I would like every record reproduced exactly, with the pictures left out.

- [Stored data entries]
● ● ● ● ●

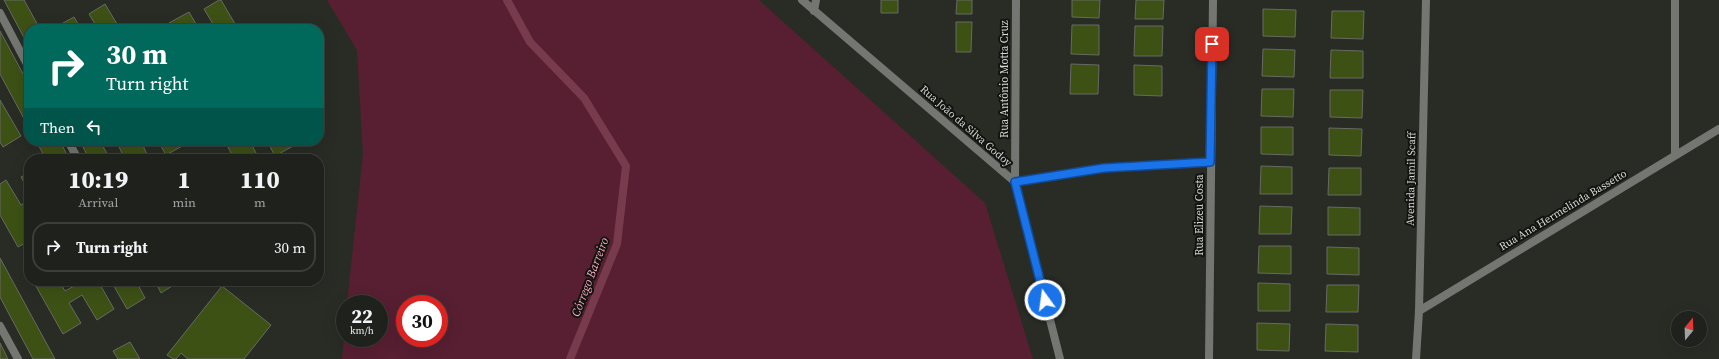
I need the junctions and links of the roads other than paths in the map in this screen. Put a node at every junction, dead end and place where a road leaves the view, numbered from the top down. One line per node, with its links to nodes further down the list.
1 (802, 0): 7 (street, Rua João da Silva Godoy)
2 (816, 0): 7 (street)
3 (1016, 0): 13 (street, Rua Antônio Motta Cruz)
4 (1213, 0): 12 (street, Rua Elizeu Costa)
5 (1426, 0): 14 (street, Avenida Jamil Scaff)
6 (1675, 0): 11 (street)
7 (814, 11): 13 (street, Rua João da Silva Godoy)
8 (0, 13): 9 (street)
9 (24, 59)
10 (1719, 129): 11 (street, Rua Ana Hermelinda Bassetto)
11 (1675, 156): 14 (street, Rua Ana Hermelinda Bassetto)
12 (1210, 162): 13 (street); 18 (street, Rua Elizeu Costa)
13 (1015, 182): 17 (street, Rua João da Silva Godoy)
14 (1419, 311): 19 (street, Avenida Jamil Scaff)
15 (0, 326): 16 (street)
16 (18, 359)
17 (1060, 359)
18 (1209, 359)
19 (1416, 359)

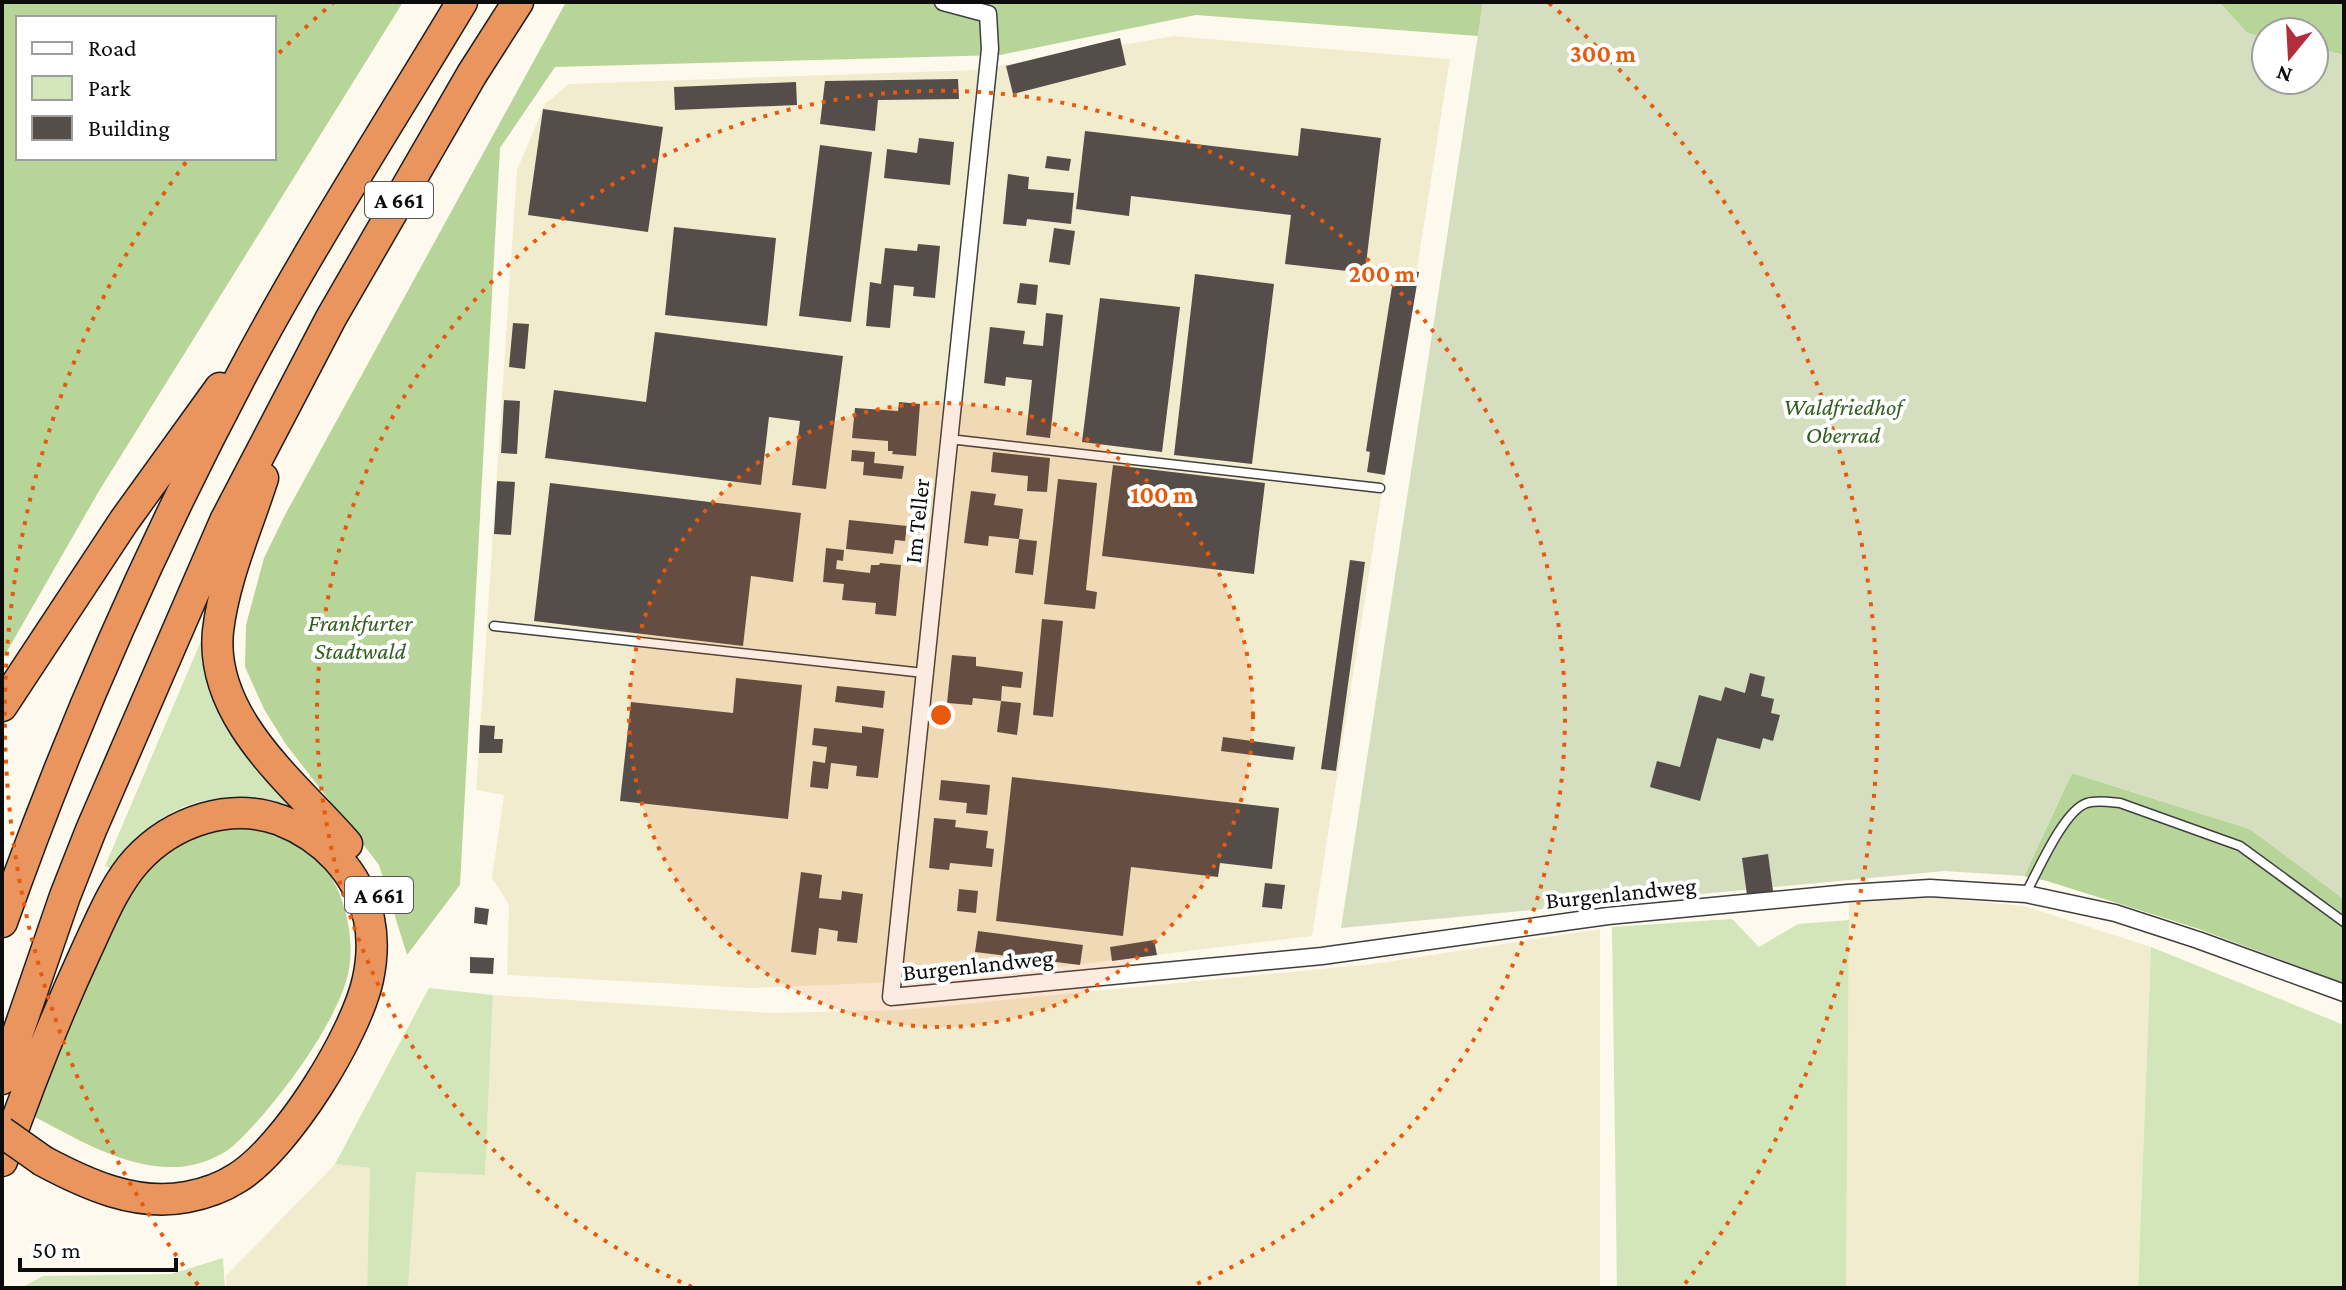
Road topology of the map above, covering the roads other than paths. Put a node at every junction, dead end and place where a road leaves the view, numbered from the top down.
1 (462, 2) edge
2 (518, 2) edge
3 (943, 2) edge
4 (282, 302) junction
5 (286, 402) junction
6 (949, 439) junction
7 (1380, 488) dead end
8 (494, 626) dead end
9 (925, 673) junction
10 (2, 706) edge
11 (2026, 894) junction
12 (2, 922) edge
13 (2344, 922) edge
14 (2344, 993) edge
15 (891, 997) joint
16 (2, 1079) edge
17 (2, 1132) edge
18 (2, 1151) edge
19 (2, 1161) edge
20 (41, 1168) junction

1 - 4 highway, A 661
2 - 5 highway, A 661
3 - 6 street, Im Teller
4 - 10 highway, A 661
4 - 12 highway, A 661
5 - 16 highway, A 661
5 - 20 highway, A 661
6 - 7 lane
6 - 9 street, Im Teller
8 - 9 lane
9 - 15 street, Im Teller
11 - 13 lane
11 - 14 street, Burgenlandweg
11 - 15 street, Burgenlandweg
17 - 20 highway, bridge
18 - 20 highway, A 661
19 - 20 highway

● ● ● ● ●

- [OUTPUT OF THE EXERCISE]
I need the junctions and links of the roads other than paths in the map in this screen. Put a node at every junction, dead end and place where a road leaves the view, numbered from the top down. One line per node, with its links to nodes further down the list.
1 (802, 0): 7 (street, Rua João da Silva Godoy)
2 (816, 0): 7 (street)
3 (1016, 0): 13 (street, Rua Antônio Motta Cruz)
4 (1213, 0): 12 (street, Rua Elizeu Costa)
5 (1426, 0): 14 (street, Avenida Jamil Scaff)
6 (1675, 0): 11 (street)
7 (814, 11): 13 (street, Rua João da Silva Godoy)
8 (0, 13): 9 (street)
9 (24, 59)
10 (1719, 129): 11 (street, Rua Ana Hermelinda Bassetto)
11 (1675, 156): 14 (street, Rua Ana Hermelinda Bassetto)
12 (1210, 162): 13 (street); 18 (street, Rua Elizeu Costa)
13 (1015, 182): 17 (street, Rua João da Silva Godoy)
14 (1419, 311): 19 (street, Avenida Jamil Scaff)
15 (0, 326): 16 (street)
16 (18, 359)
17 (1060, 359)
18 (1209, 359)
19 (1416, 359)

Road topology of the map above, covering the roads other than paths. Put a node at every junction, dead end and place where a road leaves the view, numbered from the top down.
1 (462, 2) edge
2 (518, 2) edge
3 (943, 2) edge
4 (282, 302) junction
5 (286, 402) junction
6 (949, 439) junction
7 (1380, 488) dead end
8 (494, 626) dead end
9 (925, 673) junction
10 (2, 706) edge
11 (2026, 894) junction
12 (2, 922) edge
13 (2344, 922) edge
14 (2344, 993) edge
15 (891, 997) joint
16 (2, 1079) edge
17 (2, 1132) edge
18 (2, 1151) edge
19 (2, 1161) edge
20 (41, 1168) junction

1 - 4 highway, A 661
2 - 5 highway, A 661
3 - 6 street, Im Teller
4 - 10 highway, A 661
4 - 12 highway, A 661
5 - 16 highway, A 661
5 - 20 highway, A 661
6 - 7 lane
6 - 9 street, Im Teller
8 - 9 lane
9 - 15 street, Im Teller
11 - 13 lane
11 - 14 street, Burgenlandweg
11 - 15 street, Burgenlandweg
17 - 20 highway, bridge
18 - 20 highway, A 661
19 - 20 highway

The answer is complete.